Libraries

In [1]:
import os
from bs4 import BeautifulSoup
from playwright.async_api import async_playwright, TimeoutError as PlaywrightTimeout
import re
import time
from csv import writer, reader
from decimal import *
import pandas as pd
from tqdm import tqdm, trange

Global variables

In [2]:
SEASONS = list(range(1996, 2023))
months = ['november', 'december', 'january', 'february', 'march', 'april', 'may', 'june']

In [3]:
DATA_DIR = "testing_data_collection"
STANDINGS_DIR = os.path.join(DATA_DIR, "games")
curr_dir = '/Users/chrisjeff/Desktop/Origin'
#SCORES_DIR = os.path.join(DATA_DIR, "scores")

Function that grabs specified html content from a url

In [4]:
#get html function
async def get_html(url, selector, sleep=5, retries=10, timeout=0):
  html = None
  for i in range(1, retries+1):
    time.sleep(sleep * i)

    try:
      async with async_playwright() as p:
        browser = await p.firefox.launch()
        page = await browser.new_page()
        await page.goto(url, timeout=30000) #if can't load page in 30s, timeout error gets thrown
        print(url)
        html = await page.inner_html(selector,timeout=60000) #grab all html with identifier named {selector} within 60s
        print('got html')
    except PlaywrightTimeout:
      print(f"Timeout on {url}")
      if i == retries: #timesout for 5th time
        print('No games this month')
      continue
    else:
      break
  return html

Grabs html page containing all player names, positions, etc.

In [None]:
for season in SEASONS:
  url = f'https://basketball.realgm.com/nba/players/{season}'
  html = await get_html(url, 'table', timeout=60000)
  print(f'collected data from season {season}')

  soup = BeautifulSoup(html, 'html.parser')

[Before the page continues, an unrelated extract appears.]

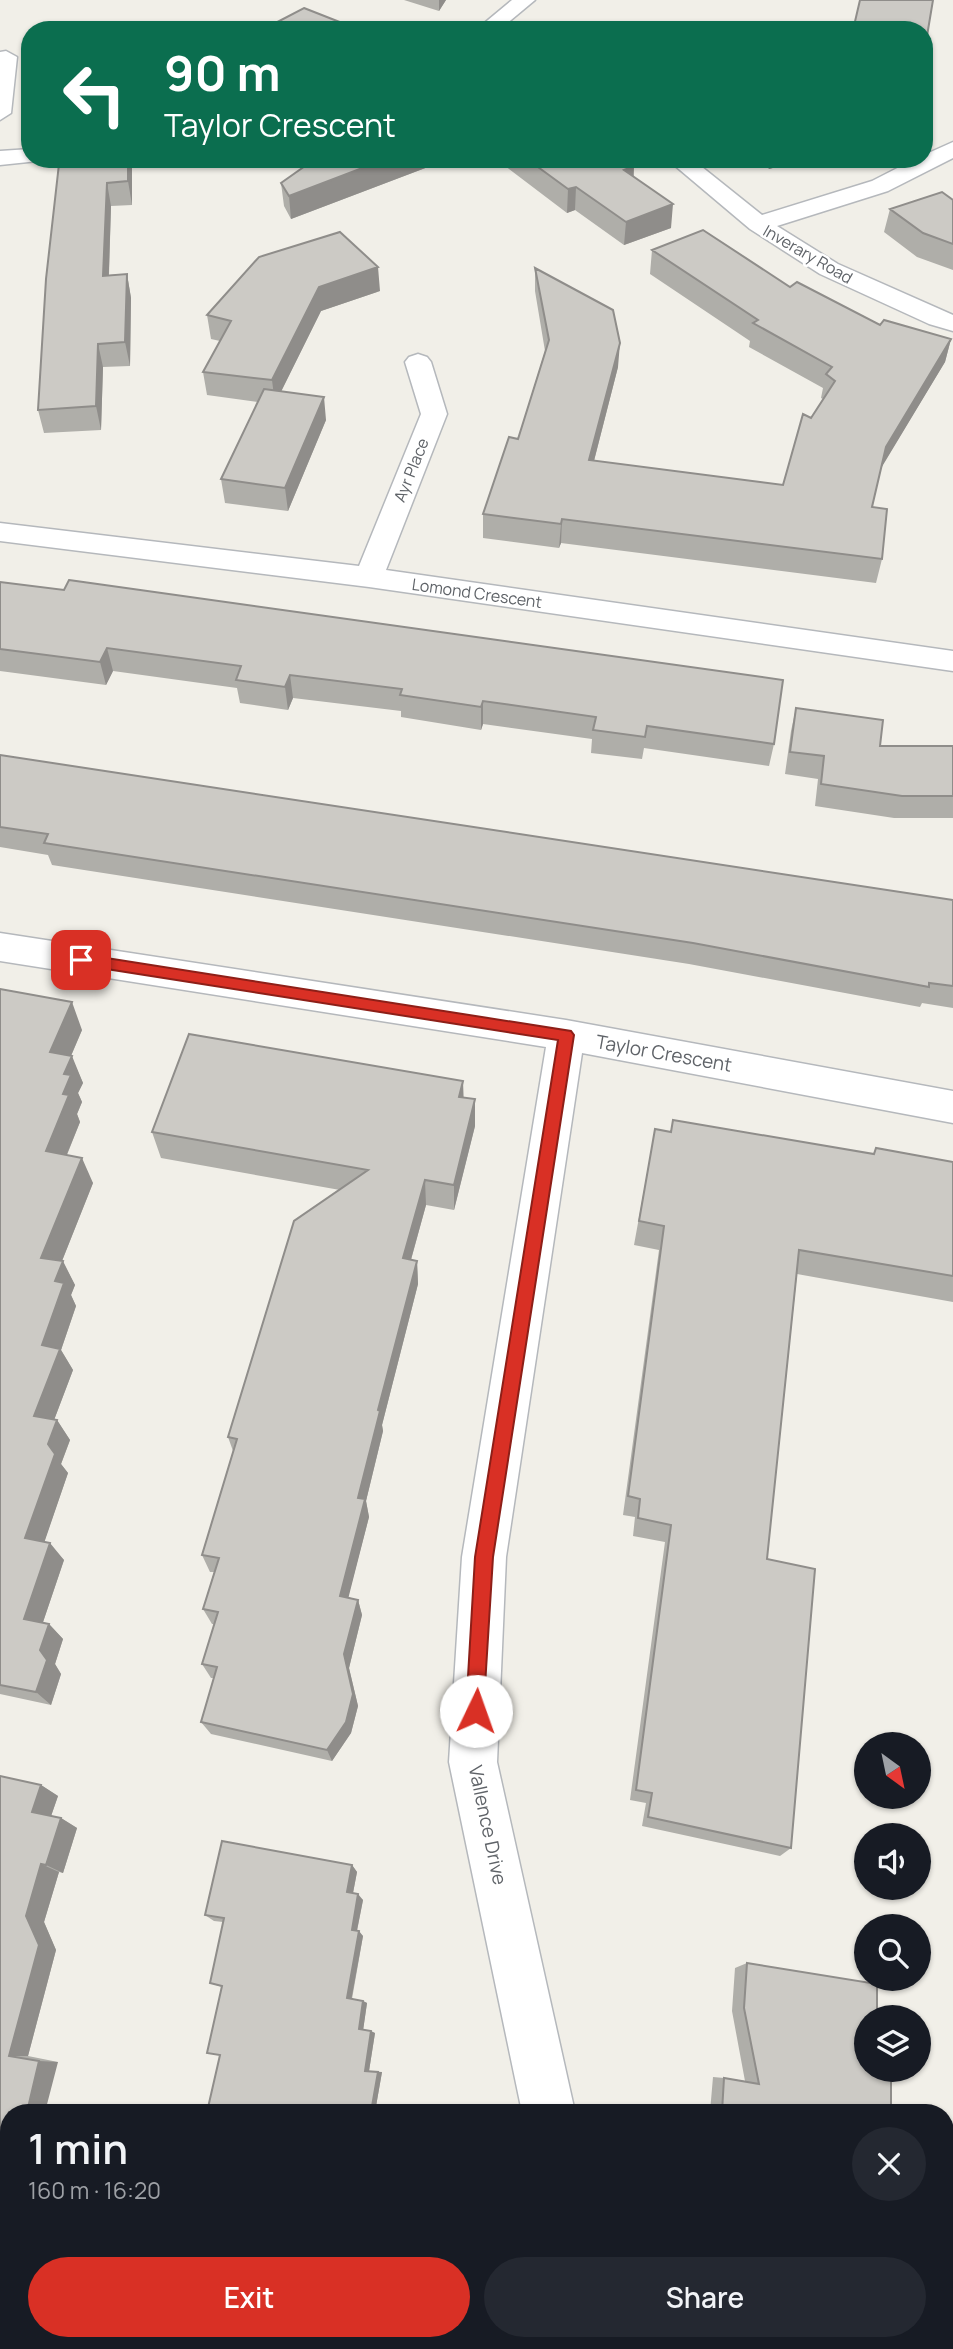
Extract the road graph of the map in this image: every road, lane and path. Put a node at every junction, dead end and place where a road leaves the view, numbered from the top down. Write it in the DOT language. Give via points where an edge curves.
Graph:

  name_html = soup.find_all('a')
  pos_html = soup.find_all('td', attrs={'data-th': 'Pos'})

  names = []
  positions = []

  for row in name_html:
    names.append(row.text)
  print(len(names))
  print(names)

  for row in pos_html:
    positions.append(row.text)
  print(len(positions))
  print(positions)
'''
  with open(f'{curr_dir}/indv_player_data/season_{season}_players.csv', 'w') as f_object:
    writer_object = writer(f_object)
    assert len(names) == len(positions)
    for i in range(len(names)):
      writer_object.writerow(names[i])
      writer_object.writerow(positions[i])
    f_object.close()
'''

Gets links for stats to every game between a range of months, between a range of years

In [9]:
for season in SEASONS:
    for month in months:
        file_of_links = f'games_from_{month}-{season}.csv'
        if file_of_links in os.listdir(f'{curr_dir}/Collecting_Data/Links_to_games'):
            continue
        url = f'https://www.basketball-reference.com/leagues/NBA_{season}_games-{month}.html'
        html = await get_html(url, '#schedule') #goes to url and returns all html
        if not html: #if html=none then a timeout occured, multiple times
            continue

        soup = BeautifulSoup(html, 'html.parser')
        row = soup.find_all('a')
        links = [_['href'] for _ in row] #grabs all links on a page
        all_links = [f"https://basketball-reference.com{game}" for game in links]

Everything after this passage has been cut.